### INSTRUCTIONS FOR THE TASK:
Copy each of the following entries back without change.

::: GIVEN DATA

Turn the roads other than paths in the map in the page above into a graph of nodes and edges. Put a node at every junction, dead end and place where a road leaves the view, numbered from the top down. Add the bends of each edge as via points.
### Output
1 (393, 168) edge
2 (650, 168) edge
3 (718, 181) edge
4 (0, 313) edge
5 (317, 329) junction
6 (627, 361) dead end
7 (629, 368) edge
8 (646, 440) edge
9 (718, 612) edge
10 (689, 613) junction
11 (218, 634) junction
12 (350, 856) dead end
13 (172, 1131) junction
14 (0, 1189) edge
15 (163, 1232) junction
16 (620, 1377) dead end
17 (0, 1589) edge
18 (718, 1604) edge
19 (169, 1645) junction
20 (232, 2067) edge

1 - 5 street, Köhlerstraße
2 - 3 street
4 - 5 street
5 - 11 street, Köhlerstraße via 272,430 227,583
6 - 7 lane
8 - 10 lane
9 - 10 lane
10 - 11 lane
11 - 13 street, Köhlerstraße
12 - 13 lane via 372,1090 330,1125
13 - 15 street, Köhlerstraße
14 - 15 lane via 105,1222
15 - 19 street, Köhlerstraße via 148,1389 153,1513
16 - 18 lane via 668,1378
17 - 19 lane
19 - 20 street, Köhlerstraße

::::::

### WORKED SOLUTION:
Turn the roads other than paths in the map in the page above into a graph of nodes and edges. Put a node at every junction, dead end and place where a road leaves the view, numbered from the top down. Add the bends of each edge as via points.
### Output
1 (393, 168) edge
2 (650, 168) edge
3 (718, 181) edge
4 (0, 313) edge
5 (317, 329) junction
6 (627, 361) dead end
7 (629, 368) edge
8 (646, 440) edge
9 (718, 612) edge
10 (689, 613) junction
11 (218, 634) junction
12 (350, 856) dead end
13 (172, 1131) junction
14 (0, 1189) edge
15 (163, 1232) junction
16 (620, 1377) dead end
17 (0, 1589) edge
18 (718, 1604) edge
19 (169, 1645) junction
20 (232, 2067) edge

1 - 5 street, Köhlerstraße
2 - 3 street
4 - 5 street
5 - 11 street, Köhlerstraße via 272,430 227,583
6 - 7 lane
8 - 10 lane
9 - 10 lane
10 - 11 lane
11 - 13 street, Köhlerstraße
12 - 13 lane via 372,1090 330,1125
13 - 15 street, Köhlerstraße
14 - 15 lane via 105,1222
15 - 19 street, Köhlerstraße via 148,1389 153,1513
16 - 18 lane via 668,1378
17 - 19 lane
19 - 20 street, Köhlerstraße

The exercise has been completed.